Im Rahmen des EU-Projektes “PrivacyOS” (Privacy Open Space) unter der Koordinierung des Unabhängigen Landeszentrums für Datenschutz Schleswig-Holstein (ULD) wird vom 1.-3. April 2009 die zweite PrivacyOS Konferenz ausgerichtet. Die Konferenz wird in den Räumen des Mediacenters in Kooperation mit der Konferenz re:publica in Berlin stattfinden.

Die Erfahrungen von Entwicklern, Nutzern und Datenschutzbehörden haben gezeigt, dass die Anforderungen des Datenschutzes innerhalb aller Arten von e-Services bereits im frühen Stadium berücksichtigt, umgesetzt und in Prozesse integriert werden müssen. PrivacyOS gibt dabei die Möglichkeit, die Sichtweisen der verschiedenen Akteure zusammen zu bringen. Das EU-geförderte Projekt führt Vertreter aus den Bereichen Wirtschaft, Wissenschaft, Regierung und Gesellschaft zusammen, um die Entwicklung und die Anwendung von Datenschutzinfrastrukturen in Europa zu fördern und zu unterstützen. Zu den Partnern von PrivacyOS zählen u.a. Hewlett-Packard Research Labs, Bristol, ERCIM (W3C), NEC, der Dachverband Europäischer Verbraucherschutzorganisationen BEUC, sowie mehrere europäische Nichtregierungsorganisationen, Universitäten und Datenschutzbeauftragte.

Bereits im Oktober 2008 hat das ULD das erste European Privacy Open Space Conference im Europaparlament parallel zur 30. Internationalen Datenschutz-Konferenz ausgerichtet. Die Konferenz adressiert IT-Rechtsexperten und IT-Techniker, Hersteller von IT-Produkten oder IT-Services sowie Datenschutzbehörden, die an einem Diskurs zu aktuellen datenschutzrechtlichen Themen interessiert sind. Weitere Informationen zur Konferenz sind unter www.privacyos.eu abrufbar.

“Datenschutz, aufgeklärter Umgang mit privaten Daten und IT-Sicherheit sind wichtige Anliegen, die wir als Veranstalter der re:publica’09 gerne weiter in das Bewusstsein unser Teilnehmerinnen und Teilnehmer aber natürlich auch darüber hinaus verankert sehen wollen.

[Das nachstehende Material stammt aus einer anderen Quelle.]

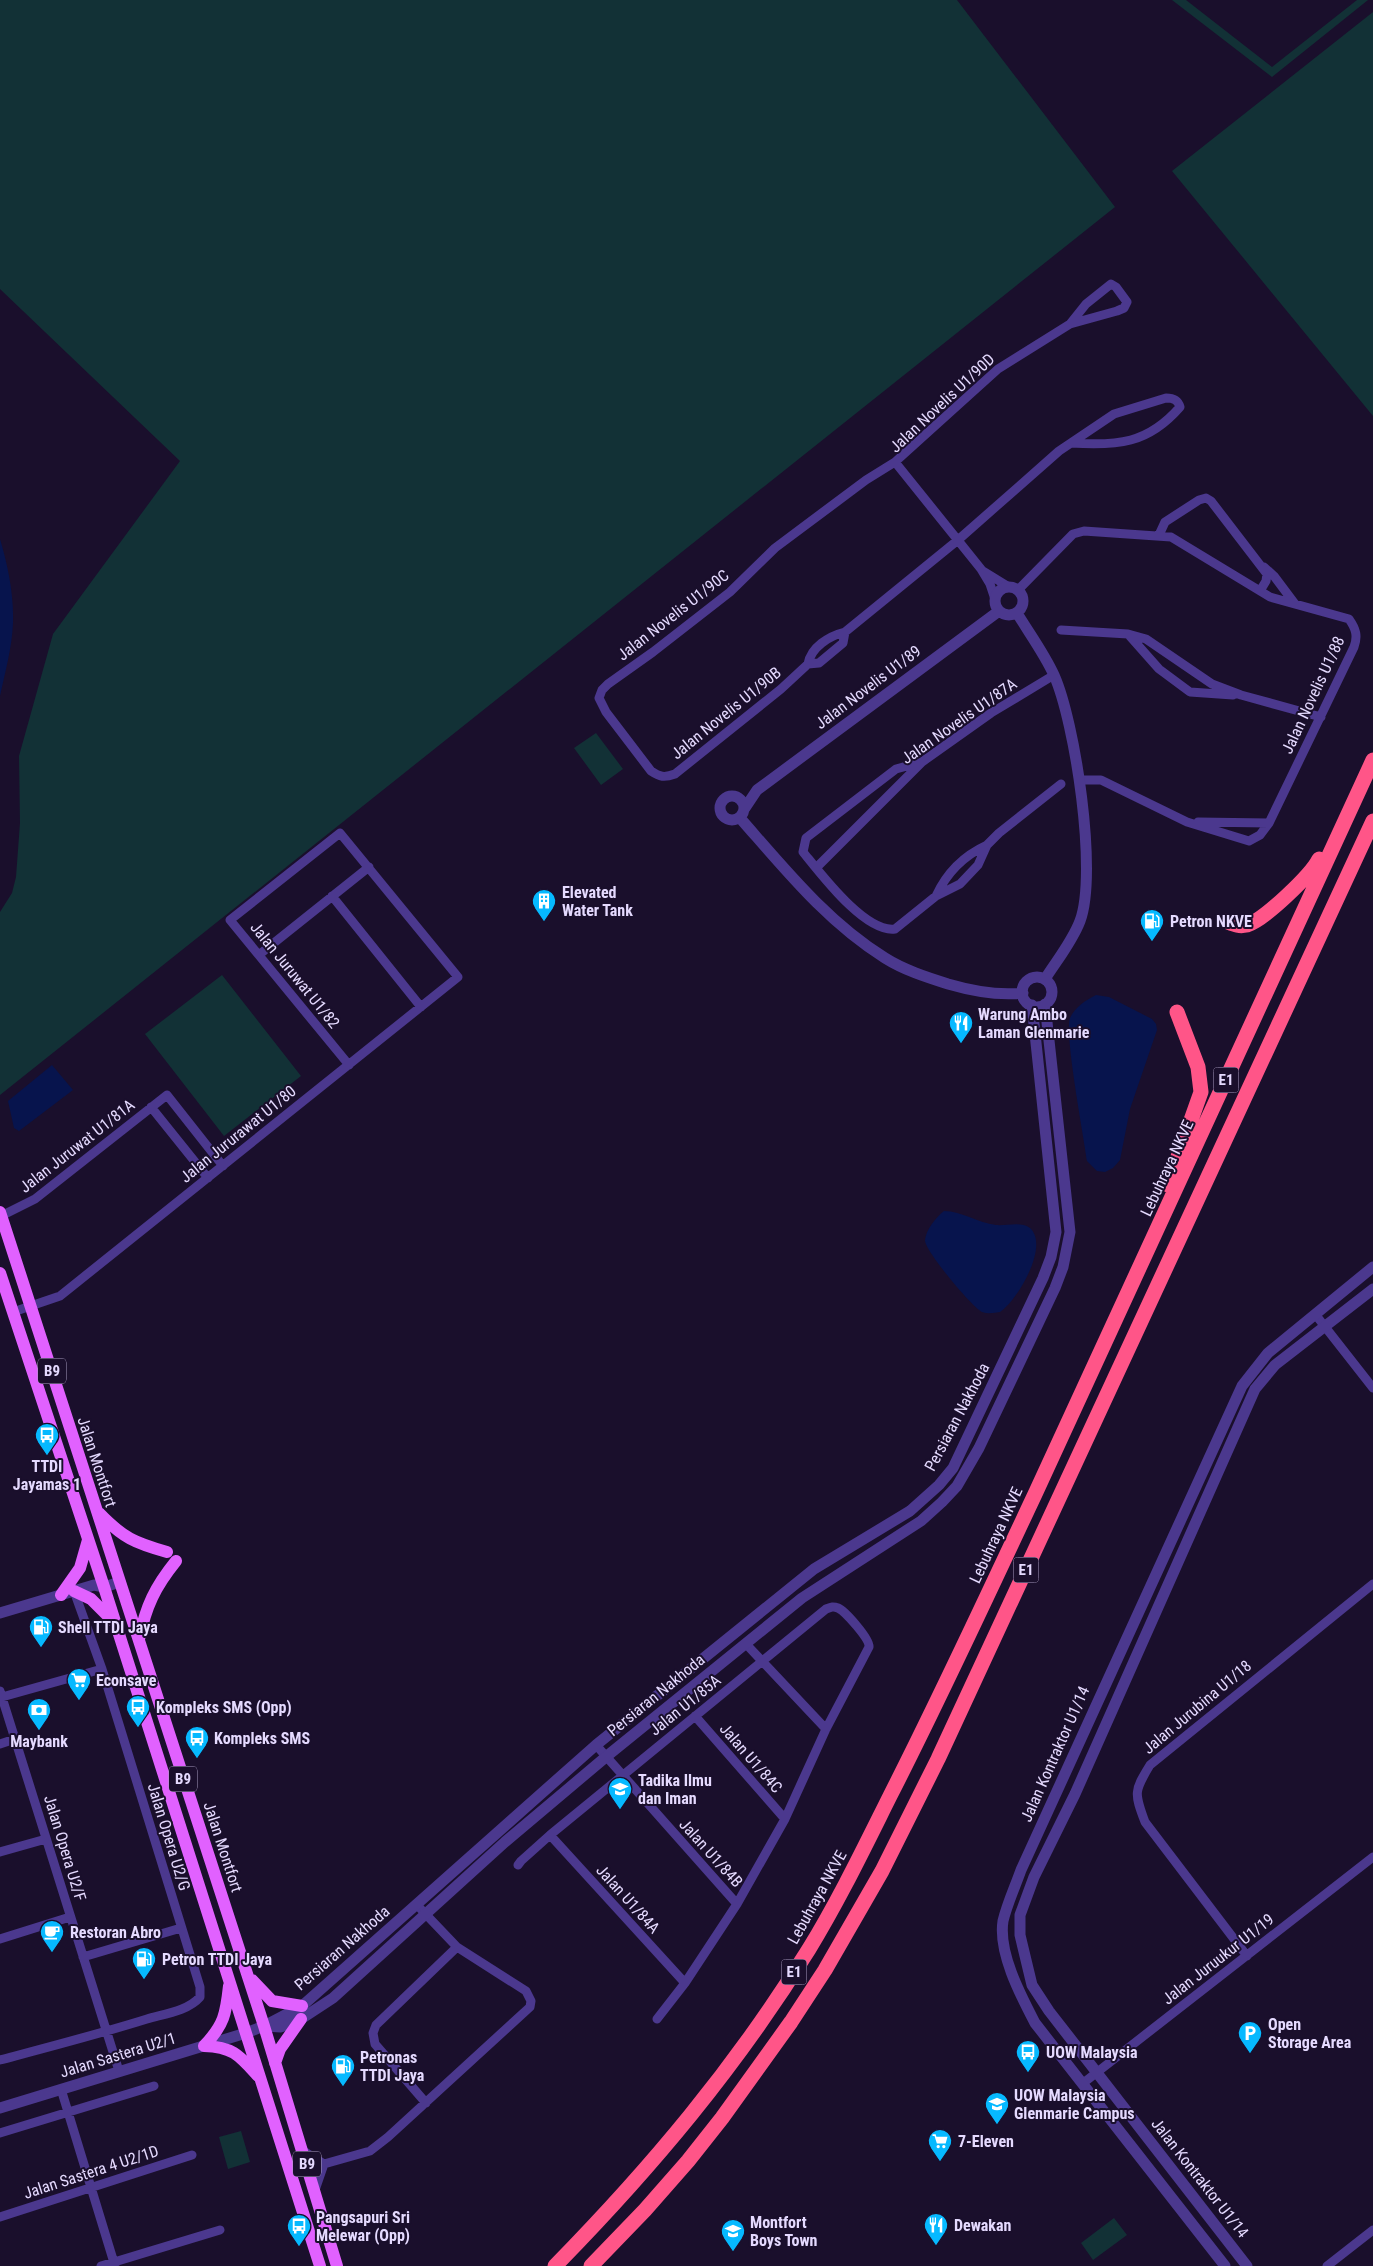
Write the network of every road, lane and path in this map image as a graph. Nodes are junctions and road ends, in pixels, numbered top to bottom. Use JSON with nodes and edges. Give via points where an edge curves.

Deshalb freuen wir uns sehr, die internationale PrivacyOS Konferenz als Kooperationspartner im Rahmen der re:publica begrüßen zu dürfen, sagte heute Andreas Gebhard, Partnermanager der re:publica’09.

Über PrivacyOS

Kern der Arbeit von PrivacyOS unter der Projektleitung des Unabhängigen Landeszentrums für Datenschutz Schleswig-Holstein (ULD) ist der Datenschutzdiskurs auf Konferenzen, die nach der sogenannten “Open Space”-Methode ausgerichtet werden: Die Teilnehmer bringen eigene Themen ein und gestalten dazu Vorträge und Diskussionen. Die Agenda eines “Open Space” (engl. für „offener Raum“) wird erst zu Beginn der Konferenz erstellt. Jeder kann ein Thema mit datenschutzrechtlichem Bezug einbringen und bekommt in Abhängigkeit des Interesses der anderen Teilnehmer einen Zeitblock und einen Raum zugeordnet. Diese Dynamik ermöglicht es auch, neue und aktuelle Themen zu behandeln.

Innerhalb des Projektes PrivacyOS wird die Möglichkeit geboten, sich über “Best-Practices”, datenschutzrechtliche Herausforderungen und mögliche Lösungen auszutauschen. Aus diesem Grund werden über einen Zeitraum von zwei Jahren vier Open-Space-Konferenzen parallel zu Veranstaltungen mit datenschutzrechtlicher Relevanz organisiert. Auf den PrivacyOS-Konferenzen werden eine Vielzahl von Themen wie etwa Electronic ID-Cards, eParticipation, Datenschutzsiegel oder Krypto-Mechanismen diskutiert und Anwendungsmöglichkeiten erarbeitet.